Below is a block of records. Copy every line in it that contains the word "WHITNEY".

##### Raw data

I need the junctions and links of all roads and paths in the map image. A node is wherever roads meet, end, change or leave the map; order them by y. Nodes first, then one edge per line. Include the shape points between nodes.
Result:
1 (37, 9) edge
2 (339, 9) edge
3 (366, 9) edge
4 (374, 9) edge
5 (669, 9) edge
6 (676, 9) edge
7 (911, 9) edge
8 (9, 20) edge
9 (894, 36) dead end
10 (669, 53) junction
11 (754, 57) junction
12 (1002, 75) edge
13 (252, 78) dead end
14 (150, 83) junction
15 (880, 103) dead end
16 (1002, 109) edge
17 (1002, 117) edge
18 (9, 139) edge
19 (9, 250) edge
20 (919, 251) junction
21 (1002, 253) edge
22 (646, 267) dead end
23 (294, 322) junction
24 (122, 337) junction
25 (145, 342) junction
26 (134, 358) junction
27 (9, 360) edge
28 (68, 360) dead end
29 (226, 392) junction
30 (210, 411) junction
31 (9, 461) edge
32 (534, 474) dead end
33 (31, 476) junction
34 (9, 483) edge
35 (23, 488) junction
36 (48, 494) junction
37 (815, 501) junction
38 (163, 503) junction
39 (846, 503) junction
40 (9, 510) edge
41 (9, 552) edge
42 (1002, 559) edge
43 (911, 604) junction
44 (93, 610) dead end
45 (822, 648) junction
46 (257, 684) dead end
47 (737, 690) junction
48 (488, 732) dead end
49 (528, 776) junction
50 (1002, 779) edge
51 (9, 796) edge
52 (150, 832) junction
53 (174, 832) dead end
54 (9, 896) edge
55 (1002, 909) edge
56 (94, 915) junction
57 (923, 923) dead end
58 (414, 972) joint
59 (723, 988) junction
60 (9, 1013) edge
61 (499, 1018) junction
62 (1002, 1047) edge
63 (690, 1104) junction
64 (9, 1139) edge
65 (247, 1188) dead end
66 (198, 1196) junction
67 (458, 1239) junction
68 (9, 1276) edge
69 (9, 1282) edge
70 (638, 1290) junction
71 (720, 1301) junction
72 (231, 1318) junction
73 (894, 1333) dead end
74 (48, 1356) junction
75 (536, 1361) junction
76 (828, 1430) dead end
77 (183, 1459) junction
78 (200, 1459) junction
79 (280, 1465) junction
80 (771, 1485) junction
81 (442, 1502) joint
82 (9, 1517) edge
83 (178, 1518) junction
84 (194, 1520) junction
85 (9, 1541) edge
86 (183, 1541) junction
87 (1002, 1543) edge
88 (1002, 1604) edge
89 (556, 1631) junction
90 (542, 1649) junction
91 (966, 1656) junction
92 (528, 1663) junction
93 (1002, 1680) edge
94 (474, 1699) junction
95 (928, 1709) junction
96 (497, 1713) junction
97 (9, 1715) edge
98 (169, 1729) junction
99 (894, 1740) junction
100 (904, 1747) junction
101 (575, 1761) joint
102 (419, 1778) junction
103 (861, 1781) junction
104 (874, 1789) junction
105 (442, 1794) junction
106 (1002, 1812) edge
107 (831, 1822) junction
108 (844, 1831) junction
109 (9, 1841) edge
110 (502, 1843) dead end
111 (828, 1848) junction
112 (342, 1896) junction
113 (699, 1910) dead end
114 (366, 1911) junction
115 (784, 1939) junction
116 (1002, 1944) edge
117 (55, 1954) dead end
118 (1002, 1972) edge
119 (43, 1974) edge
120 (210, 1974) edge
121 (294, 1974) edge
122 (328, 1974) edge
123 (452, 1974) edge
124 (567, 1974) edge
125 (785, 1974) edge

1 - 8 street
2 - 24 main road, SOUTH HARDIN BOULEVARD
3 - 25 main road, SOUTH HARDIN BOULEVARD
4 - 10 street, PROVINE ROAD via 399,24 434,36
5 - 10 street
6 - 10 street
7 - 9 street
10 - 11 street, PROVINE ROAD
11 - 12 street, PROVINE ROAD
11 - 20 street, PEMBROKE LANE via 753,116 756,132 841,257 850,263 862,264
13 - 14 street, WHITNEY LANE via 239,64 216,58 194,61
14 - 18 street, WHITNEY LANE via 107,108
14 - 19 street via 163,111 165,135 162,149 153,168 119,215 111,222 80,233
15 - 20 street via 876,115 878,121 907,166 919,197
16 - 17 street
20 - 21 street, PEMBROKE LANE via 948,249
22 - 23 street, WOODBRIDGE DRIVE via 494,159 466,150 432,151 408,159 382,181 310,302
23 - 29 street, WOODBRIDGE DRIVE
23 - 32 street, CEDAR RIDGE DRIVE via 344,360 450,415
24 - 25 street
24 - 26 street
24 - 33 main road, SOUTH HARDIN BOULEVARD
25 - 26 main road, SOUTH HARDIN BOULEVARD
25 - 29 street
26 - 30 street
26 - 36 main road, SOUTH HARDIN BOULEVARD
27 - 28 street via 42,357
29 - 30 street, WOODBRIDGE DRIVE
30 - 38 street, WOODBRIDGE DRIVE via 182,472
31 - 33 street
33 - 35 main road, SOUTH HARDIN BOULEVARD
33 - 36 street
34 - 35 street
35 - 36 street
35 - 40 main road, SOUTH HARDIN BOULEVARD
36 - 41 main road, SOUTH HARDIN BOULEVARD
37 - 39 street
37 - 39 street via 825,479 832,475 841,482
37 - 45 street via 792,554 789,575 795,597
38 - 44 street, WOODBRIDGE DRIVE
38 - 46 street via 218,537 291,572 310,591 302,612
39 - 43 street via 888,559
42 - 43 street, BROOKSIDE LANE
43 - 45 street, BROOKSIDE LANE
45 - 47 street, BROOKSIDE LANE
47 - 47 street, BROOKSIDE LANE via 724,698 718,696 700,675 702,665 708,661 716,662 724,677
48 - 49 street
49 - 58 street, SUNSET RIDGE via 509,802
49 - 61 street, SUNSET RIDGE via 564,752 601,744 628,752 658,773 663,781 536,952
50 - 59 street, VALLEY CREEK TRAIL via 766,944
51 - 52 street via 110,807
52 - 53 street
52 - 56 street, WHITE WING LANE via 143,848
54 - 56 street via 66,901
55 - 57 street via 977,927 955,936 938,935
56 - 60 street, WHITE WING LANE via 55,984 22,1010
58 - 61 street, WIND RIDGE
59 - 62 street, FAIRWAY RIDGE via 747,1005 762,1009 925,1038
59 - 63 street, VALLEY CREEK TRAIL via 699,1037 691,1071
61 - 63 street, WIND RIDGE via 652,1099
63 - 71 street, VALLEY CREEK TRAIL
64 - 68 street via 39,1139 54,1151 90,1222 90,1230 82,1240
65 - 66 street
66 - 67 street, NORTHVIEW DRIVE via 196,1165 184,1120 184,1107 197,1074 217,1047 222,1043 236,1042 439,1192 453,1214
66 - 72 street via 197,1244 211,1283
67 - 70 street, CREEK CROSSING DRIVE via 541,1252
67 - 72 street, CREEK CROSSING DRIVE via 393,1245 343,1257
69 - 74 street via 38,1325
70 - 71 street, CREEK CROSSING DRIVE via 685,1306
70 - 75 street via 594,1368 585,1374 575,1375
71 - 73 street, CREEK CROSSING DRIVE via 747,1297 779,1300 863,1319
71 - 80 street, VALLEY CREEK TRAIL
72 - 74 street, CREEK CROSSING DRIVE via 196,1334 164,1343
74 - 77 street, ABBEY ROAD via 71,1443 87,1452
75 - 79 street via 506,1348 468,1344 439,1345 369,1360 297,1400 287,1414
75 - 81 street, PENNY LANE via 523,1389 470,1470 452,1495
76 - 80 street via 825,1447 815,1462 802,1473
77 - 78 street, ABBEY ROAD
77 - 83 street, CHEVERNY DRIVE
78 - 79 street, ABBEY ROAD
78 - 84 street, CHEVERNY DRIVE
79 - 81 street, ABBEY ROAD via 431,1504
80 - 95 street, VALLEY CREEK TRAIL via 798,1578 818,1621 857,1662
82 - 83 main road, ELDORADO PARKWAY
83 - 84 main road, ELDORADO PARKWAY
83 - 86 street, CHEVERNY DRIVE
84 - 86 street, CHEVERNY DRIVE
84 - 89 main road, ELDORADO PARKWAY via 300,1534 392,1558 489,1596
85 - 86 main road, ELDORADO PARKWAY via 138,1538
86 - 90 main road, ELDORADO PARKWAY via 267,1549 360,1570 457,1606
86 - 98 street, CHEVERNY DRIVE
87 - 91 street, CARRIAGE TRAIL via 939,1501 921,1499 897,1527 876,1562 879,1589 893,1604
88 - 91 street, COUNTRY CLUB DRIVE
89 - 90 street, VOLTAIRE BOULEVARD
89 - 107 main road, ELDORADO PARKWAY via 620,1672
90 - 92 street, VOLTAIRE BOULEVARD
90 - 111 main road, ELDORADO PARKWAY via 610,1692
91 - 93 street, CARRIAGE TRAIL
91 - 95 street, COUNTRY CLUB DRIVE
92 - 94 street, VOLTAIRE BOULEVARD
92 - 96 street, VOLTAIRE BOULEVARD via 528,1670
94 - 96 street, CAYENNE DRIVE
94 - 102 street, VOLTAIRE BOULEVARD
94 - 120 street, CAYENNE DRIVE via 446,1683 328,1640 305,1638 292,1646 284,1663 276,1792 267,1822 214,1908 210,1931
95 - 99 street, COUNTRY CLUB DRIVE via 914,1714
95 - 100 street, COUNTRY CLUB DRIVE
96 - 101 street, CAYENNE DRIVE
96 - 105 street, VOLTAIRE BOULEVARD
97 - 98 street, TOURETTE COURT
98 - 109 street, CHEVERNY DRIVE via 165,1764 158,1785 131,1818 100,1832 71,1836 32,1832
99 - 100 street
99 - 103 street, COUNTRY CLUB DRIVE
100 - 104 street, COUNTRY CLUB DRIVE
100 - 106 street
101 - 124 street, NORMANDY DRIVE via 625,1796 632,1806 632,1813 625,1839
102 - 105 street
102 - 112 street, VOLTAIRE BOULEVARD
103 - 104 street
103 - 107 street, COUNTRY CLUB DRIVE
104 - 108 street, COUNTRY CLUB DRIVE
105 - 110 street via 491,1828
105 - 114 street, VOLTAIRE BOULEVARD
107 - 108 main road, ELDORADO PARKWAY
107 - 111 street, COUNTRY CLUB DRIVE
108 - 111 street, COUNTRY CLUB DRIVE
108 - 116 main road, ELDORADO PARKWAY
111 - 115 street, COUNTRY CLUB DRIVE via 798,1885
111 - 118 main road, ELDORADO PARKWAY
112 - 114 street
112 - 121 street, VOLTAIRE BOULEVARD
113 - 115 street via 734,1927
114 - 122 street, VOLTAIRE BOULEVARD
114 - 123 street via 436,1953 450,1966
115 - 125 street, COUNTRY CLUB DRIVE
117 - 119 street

##########

■ **Exercise answer**:
13 - 14 street, WHITNEY LANE via 239,64 216,58 194,61
14 - 18 street, WHITNEY LANE via 107,108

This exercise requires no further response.